I believe that many of the spatial applications now used mainly in art
installations can have exciting larger lives in many different situations.
Perhaps one of the problems is that often the isolated art installation is
not created as a compelling, transformative experience! There may be a real
appreciable lack of "presence" in this world, so that people have little to
respond or interact with. Experience is abstract, synaptic modulations
totally weak!

And this certainly has much to do with how perceptual information is
presented. It is very hard to resist good compelling beats, perceptually.
They are on target and there are no questions of their direct neural
effects! They create a really vivid world that everyone enters, with full
sensorial presence. I map "perceptual geographies" in the immersive aural
architectures I create because I want to target certain specific spatial
effects with the kind of compelling unquestionable, sensorial focus that
emerges in a beat environment. WAYS OF HEARING -- how we locate, sense and
feel sonic events -- are the specific factors which characterize experience
in immersive sonic environments; how we particularize acoustic information
to construct distinct transformative experiences. HOW CERTAIN SOUNDS ARE TO
BE PERCEIVED IN AN IMMERSIVE SONIC ENVIRONMENT IS AS IMPORTANT AS THE
SOUNDS THEMSELVES. What perceptual modes they trigger - where and how they
will exist for the listener. In creating 3D Music-Image Worlds, ways of
hearing become as important in shaping an aural architecture as the
acoustic information: such as frequencies, tone colors, and rhythms:

"Will certain sounds be locatable, seem miles away, feel close, pulsate
vertically above our head, vibrate an elbow, suddenly appear in the space,
dramatically disappear as though without a sound? Do we perceive the sound
in the room, in our head, a great distance away: do we experience all three
dimensions clearly at the same time? In the room, does the sound drift,
float, fall like rain? Does it make such a clear shape in the air we seem
to "see it" in front of our eyes? Is there no sound in the room at all, but
we continue to hear "after-sound" as our mind is processing sonic events
perceived minutes ago? Do we experience sonic imaging very near, moving
beside (outside and around) one ear only: "feel" patterns as they in fact,
do originate and develop quite specifically inside, within our ears.....?"

Taking VR (virtual reality) and telepresence as points of departure, it is
interesting to consider cross-sensory explorations between stereo visual
imaging and auditory dimension.

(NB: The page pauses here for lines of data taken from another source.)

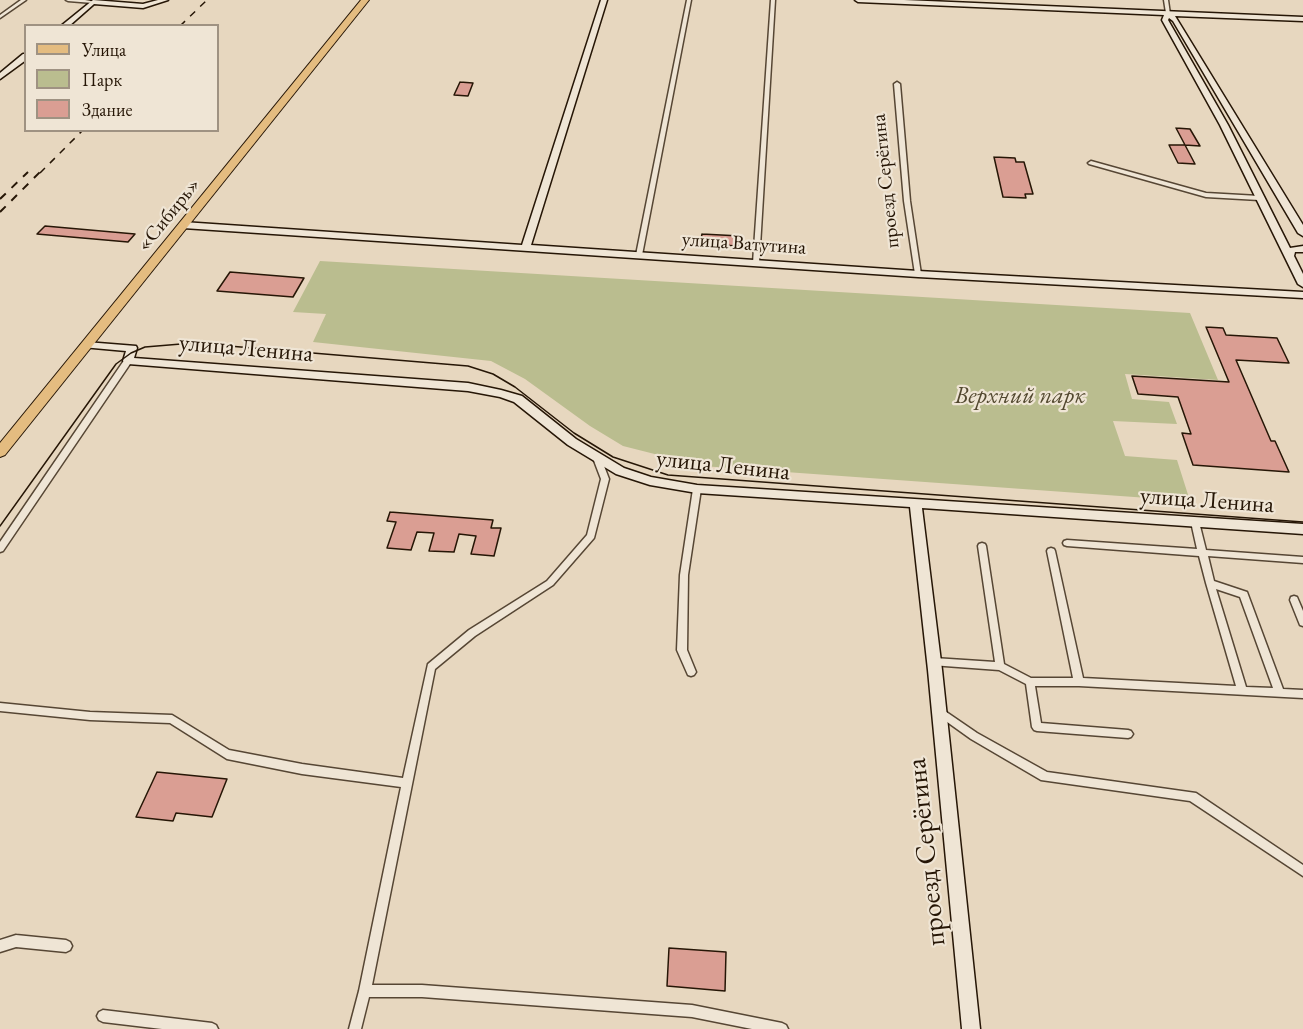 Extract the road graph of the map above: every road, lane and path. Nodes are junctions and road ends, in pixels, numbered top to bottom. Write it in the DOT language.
graph roads {
  1 [pos="24,0"];
  2 [pos="68,0"];
  3 [pos="165,0"];
  4 [pos="365,0"];
  5 [pos="604,0"];
  6 [pos="689,0"];
  7 [pos="773,0"];
  8 [pos="858,0"];
  9 [pos="1166,0"];
  10 [pos="93,2"];
  11 [pos="1168,13"];
  12 [pos="0,17"];
  13 [pos="1303,19"];
  14 [pos="66,24"];
  15 [pos="24,58"];
  16 [pos="0,77"];
  17 [pos="897,84"];
  18 [pos="1091,163"];
  19 [pos="1259,198"];
  20 [pos="183,225"];
  21 [pos="1303,233"];
  22 [pos="526,248"];
  23 [pos="1303,249"];
  24 [pos="639,255"];
  25 [pos="1289,256"];
  26 [pos="756,263"];
  27 [pos="918,274"];
  28 [pos="1303,284"];
  29 [pos="1303,295"];
  30 [pos="86,345"];
  31 [pos="128,362"];
  32 [pos="0,452"];
  33 [pos="597,458"];
  34 [pos="697,489"];
  35 [pos="915,502"];
  36 [pos="1195,522"];
  37 [pos="1303,529"];
  38 [pos="1067,543"];
  39 [pos="982,546"];
  40 [pos="0,549"];
  41 [pos="1051,551"];
  42 [pos="1202,551"];
  43 [pos="1303,560"];
  44 [pos="1210,583"];
  45 [pos="1294,600"];
  46 [pos="1303,622"];
  47 [pos="934,666"];
  48 [pos="1000,666"];
  49 [pos="691,672"];
  50 [pos="1030,682"];
  51 [pos="1079,682"];
  52 [pos="1242,690"];
  53 [pos="1279,692"];
  54 [pos="1303,694"];
  55 [pos="0,707"];
  56 [pos="938,710"];
  57 [pos="1128,734"];
  58 [pos="406,783"];
  59 [pos="1303,871"];
  60 [pos="0,946"];
  61 [pos="66,946"];
  62 [pos="365,991"];
  63 [pos="103,1016"];
  64 [pos="212,1029"];
  65 [pos="355,1029"];
  66 [pos="782,1029"];
  67 [pos="971,1029"];
  1 -- 12 [label="street"];
  2 -- 10 [label="street"];
  3 -- 10 [label="street"];
  4 -- 20 [label="main road, «Сибирь»"];
  5 -- 22 [label="street"];
  6 -- 24 [label="street"];
  7 -- 26 [label="street"];
  8 -- 11 [label="street"];
  9 -- 11 [label="street"];
  10 -- 14 [label="street"];
  11 -- 13 [label="street"];
  11 -- 21 [label="street"];
  11 -- 25 [label="street"];
  15 -- 16 [label="street"];
  17 -- 27 [label="street, проезд Серёгина"];
  18 -- 19 [label="street"];
  20 -- 22 [label="street, улица Ватутина"];
  20 -- 30 [label="main road, «Сибирь»"];
  22 -- 24 [label="street, улица Ватутина"];
  23 -- 25 [label="street"];
  24 -- 26 [label="street, улица Ватутина"];
  25 -- 28 [label="street"];
  26 -- 27 [label="street, улица Ватутина"];
  27 -- 29 [label="street, улица Ватутина"];
  30 -- 31 [label="street"];
  30 -- 32 [label="main road, «Сибирь»"];
  31 -- 33 [label="street, улица Ленина"];
  31 -- 40 [label="street"];
  33 -- 34 [label="street, улица Ленина"];
  33 -- 58 [label="street"];
  34 -- 35 [label="street, улица Ленина"];
  34 -- 49 [label="street"];
  35 -- 36 [label="street, улица Ленина"];
  35 -- 47 [label="street, проезд Серёгина"];
  36 -- 37 [label="street, улица Ленина"];
  36 -- 42 [label="street"];
  38 -- 42 [label="street"];
  39 -- 48 [label="street"];
  41 -- 51 [label="street"];
  42 -- 43 [label="street"];
  42 -- 44 [label="street"];
  44 -- 52 [label="street"];
  44 -- 53 [label="street"];
  45 -- 46 [label="street"];
  47 -- 48 [label="street"];
  47 -- 56 [label="street, проезд Серёгина"];
  48 -- 50 [label="street"];
  50 -- 51 [label="street"];
  50 -- 57 [label="street"];
  51 -- 52 [label="street"];
  52 -- 53 [label="street"];
  53 -- 54 [label="street"];
  55 -- 58 [label="street"];
  56 -- 59 [label="street"];
  56 -- 67 [label="street, проезд Серёгина"];
  58 -- 62 [label="street"];
  60 -- 61 [label="street"];
  62 -- 65 [label="street"];
  62 -- 66 [label="street"];
  63 -- 64 [label="street"];
}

After images. Thresholds. Physiological
resonances. Acoustic spaces of felt sound phenomena, experienced either
subliminally, or making recognizably direct physical resonances to the
body. Composite mental images of immersion in space, as in stereo vision;
direct physiological experience of an acoustic space, as distinguished from
the perception of an acoustic space, aurally, as "image."

The next installment of "Creating Presence" will discuss the staging of
some specific SONIC SHAPES and MOVEMENTS, and how they may appear in both
foreground and background structures.

In the meantime pick up your copy of J.G. Ballard's "Vermillion Sands" and
enter what may be the first virtual world with total "presence" maintained
through each of the incredible stories. And imagine constructing a sonic
equivalent, that is as vividly and totally present, even though the
Episodes may change over time. "Tone of Place" is indelibly alive,
penetrating sensorially from all perspectives. How does he do this? Years
ago I lived with these stories. And I realize now how much they influenced
the development of my concept for the "Mini-Sound Series" which I create.

I returned to Ballard the other day when the "sonic curtain" came up in
Drew's session. I always loved the wonderful "Sound Sweep" where the little
guy with the "sonovac" cleans all embedded sound, including ultrasonic and
takes it to the sonic dump. It was wonderful to again read Ballard's
descriptions of "ultrasonic spaces" and the atmospheres created by these
inaudible musics which are perceived, but not heard. Hopefully we might
have time to discuss such ultrasonic tonal inlays later in the discussion.